Kylian Mbappe fired a contentious winner as France came from behind to beat Spain and become the second team to win the Nations League.
Mbappe was adjudged to be onside when he slid the ball under Unai Simon after Karim Benzema’s stunning equaliser at Milan’s San Siro.
Spain had taken the lead through Mikel Oyarzabal, who shrugged off defender Dayot Upamecano to beat Hugo Lloris.
Lloris produced two late saves to ensure victory for the world champions.
He first denied Oyarzabal before acrobatically keeping out Yeremi Pino’s effort in stoppage time, as France became the competition’s second winners after Portugal in 2019.

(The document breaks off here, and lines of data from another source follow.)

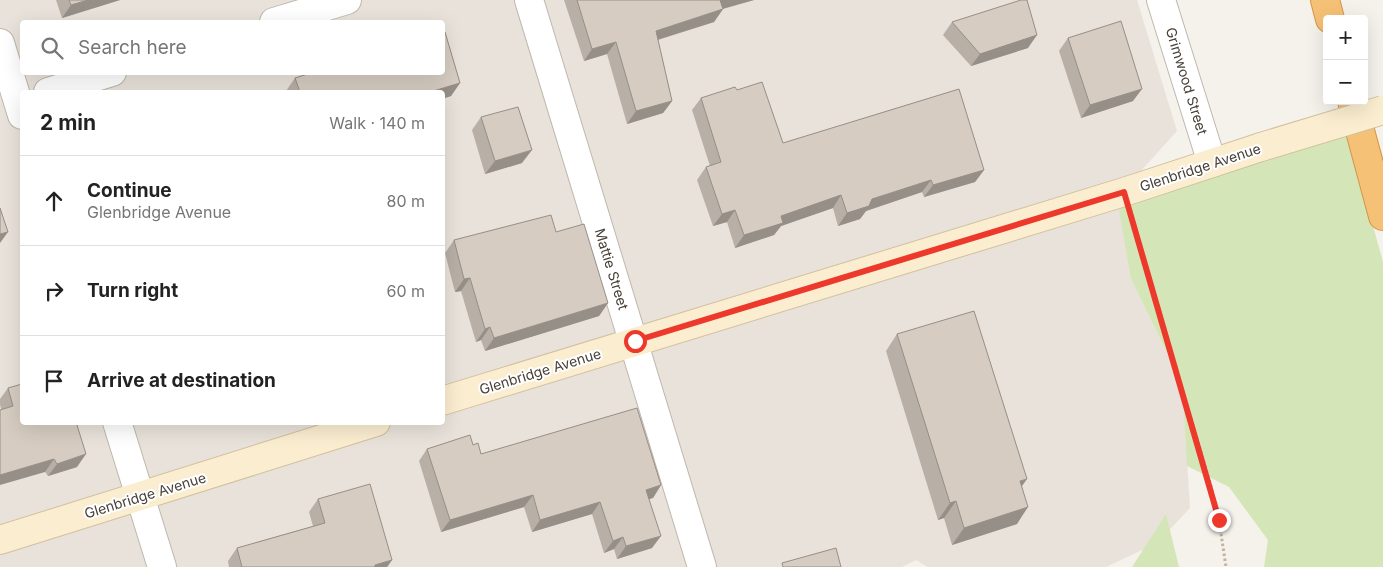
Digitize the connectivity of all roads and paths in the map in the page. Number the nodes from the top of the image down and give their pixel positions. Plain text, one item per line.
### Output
1 (347, 0) edge
2 (529, 0) edge
3 (1161, 0) edge
4 (1325, 0) edge
5 (1329, 15) edge
6 (281, 20) edge
7 (0, 43) edge
8 (102, 75) edge
9 (54, 90) edge
10 (1353, 105) edge
11 (16, 106) edge
12 (1383, 110) edge
13 (1212, 163) junction
14 (1124, 192) junction
15 (1383, 216) edge
16 (635, 341) junction
17 (445, 400) edge
18 (118, 425) edge
19 (367, 425) edge
20 (140, 497) junction
21 (0, 540) edge
22 (162, 567) edge
23 (702, 567) edge
24 (1226, 567) edge

1 - 6 street
2 - 16 street, Mattie Street
3 - 13 street, Grimwood Street
4 - 5 highway
7 - 11 street
8 - 9 street
10 - 15 highway
12 - 13 main road, Glenbridge Avenue, bridge
13 - 14 main road, Glenbridge Avenue
14 - 16 main road, Glenbridge Avenue
14 - 24 path
16 - 17 main road, Glenbridge Avenue
16 - 23 street, Mattie Street
18 - 20 street
19 - 20 main road, Glenbridge Avenue
20 - 21 main road, Glenbridge Avenue
20 - 22 street

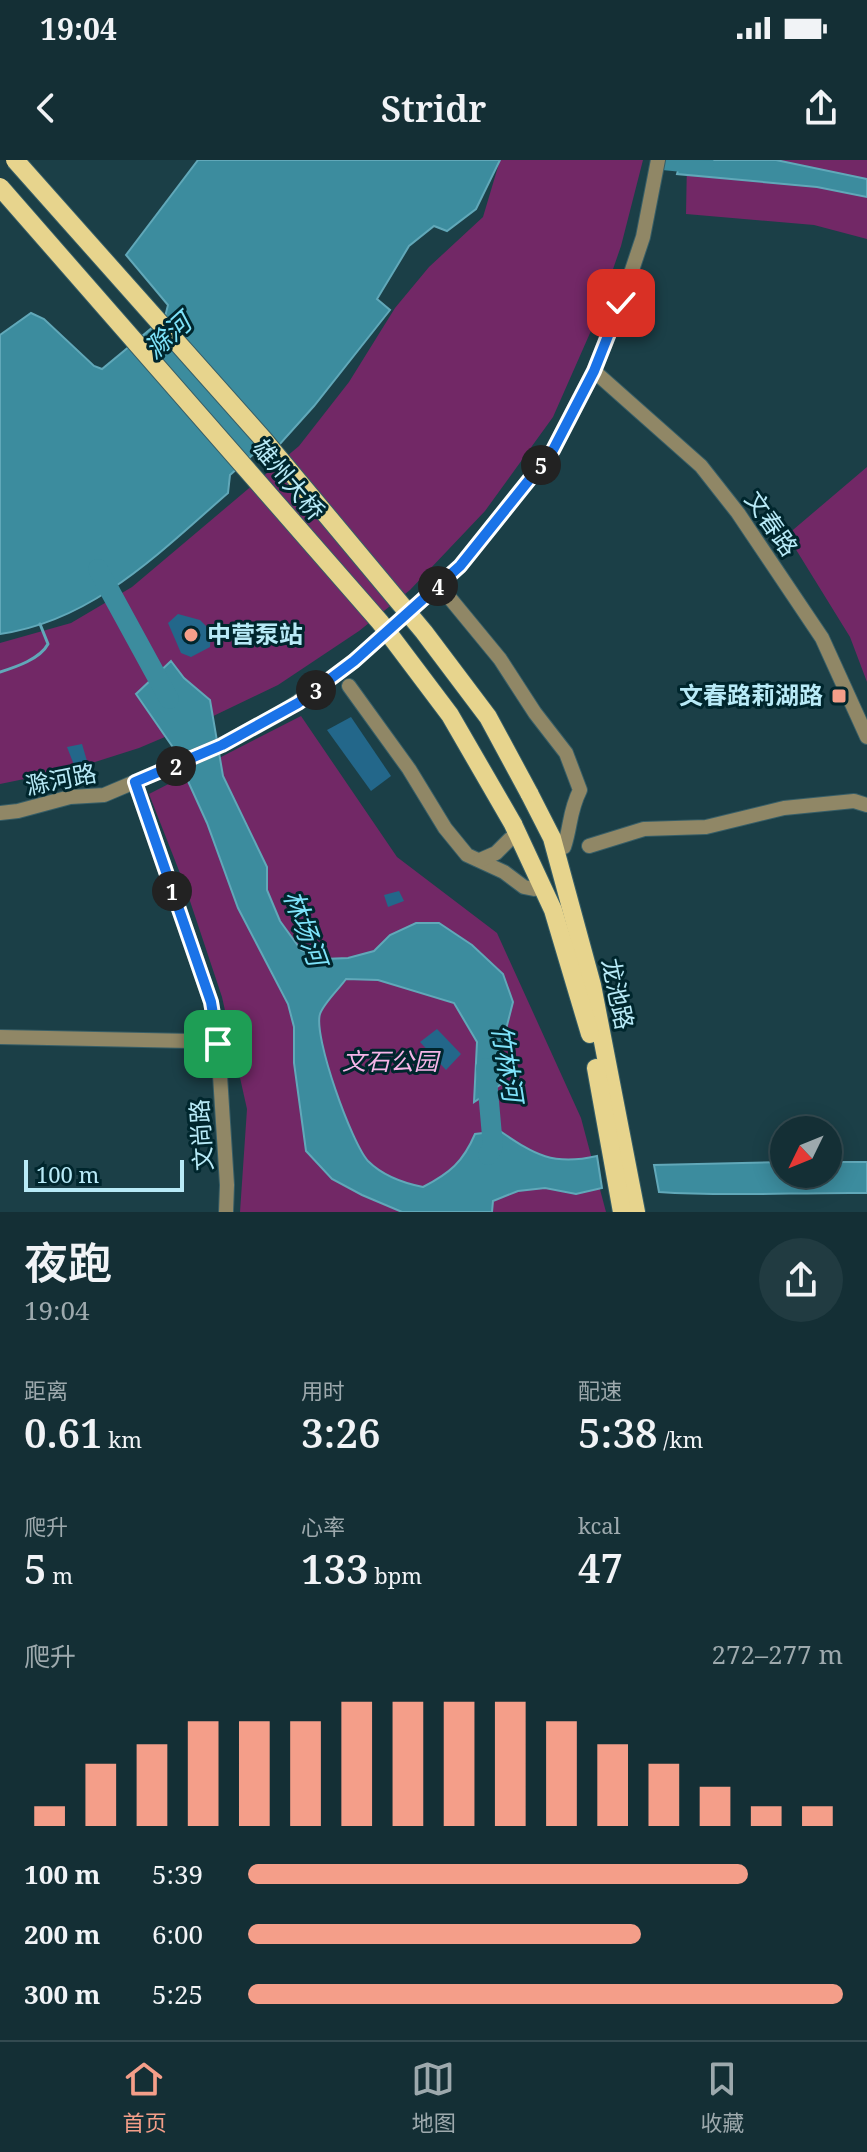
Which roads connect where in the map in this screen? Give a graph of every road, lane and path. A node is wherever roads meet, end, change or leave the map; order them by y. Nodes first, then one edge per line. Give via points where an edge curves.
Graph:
1 (15, 160) edge
2 (656, 167) edge
3 (0, 187) edge
4 (594, 371) junction
5 (444, 591) dead end
6 (349, 686) dead end
7 (867, 737) edge
8 (135, 782) junction
9 (529, 793) joint
10 (867, 805) edge
11 (570, 811) junction
12 (0, 813) edge
13 (546, 819) dead end
14 (511, 831) junction
15 (589, 846) dead end
16 (564, 847) dead end
17 (480, 860) junction
18 (534, 889) dead end
19 (0, 1037) edge
20 (218, 1044) junction
21 (226, 1212) edge
22 (622, 1212) edge
23 (636, 1212) edge

1 - 9 main road, 雄州大桥, bridge via 263,439 424,632 488,717
2 - 4 street via 643,237
3 - 14 main road, 雄州大桥, bridge via 380,622 450,715
4 - 7 street, 文春路 via 701,466 738,513 822,638
4 - 8 street, 滁河路 via 553,450 460,566 354,661 307,696 222,745
5 - 11 street via 566,753 580,790
6 - 17 street via 445,828 467,855
8 - 12 street, 滁河路 via 104,795
8 - 20 street, 文尚路 via 211,1002
9 - 23 main road, 龙池路 via 552,838 592,985
10 - 15 street via 854,801 784,808 706,827 644,829
11 - 13 street
11 - 16 street
14 - 17 street via 496,853
14 - 22 main road, 龙池路 via 553,910 588,1025
17 - 18 street
19 - 20 street
20 - 21 street, 文尚路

But Mbappe’s winner will prove to be a moment of debate, with the goal standing even though the Paris St-Germain striker was in an offside position when Theo Hernandez played the initial through ball.
Spain defender Eric Garcia touched the ball in his attempt to clear the danger before it came to Mbappe, and the rules state “a player in an offside position receiving the ball from an opponent who deliberately plays the ball… is not considered to have gained an advantage”.
France, who reached the final by coming from 2-0 down to beat neighbours Belgium 3-2 on Thursday, had to fight back again and did so in a game that came alive after an hour of technical but sedate action.
Didier Deschamps’ side’s resilience was on full display again as Benzema cut in on his right foot to curl the ball over Simon, less than two minutes after Oyarzabal’s opener for Spain.
And even though France had less possession (36%), they constantly looked a threat on the counter-attack as Mbappe struck the decisive – and perhaps fortunate – blow.
Benzema, who returned to the international fold before Euro 2020 in the summer, told French television channel M6: “I really wanted to win a trophy with France, and now it’s done.
“We showed strength of character, because this team is very strong, never gives up and we have proven it today.
“It is the sign of a great team not to panic, to be patient and to wait for the right opportunity.”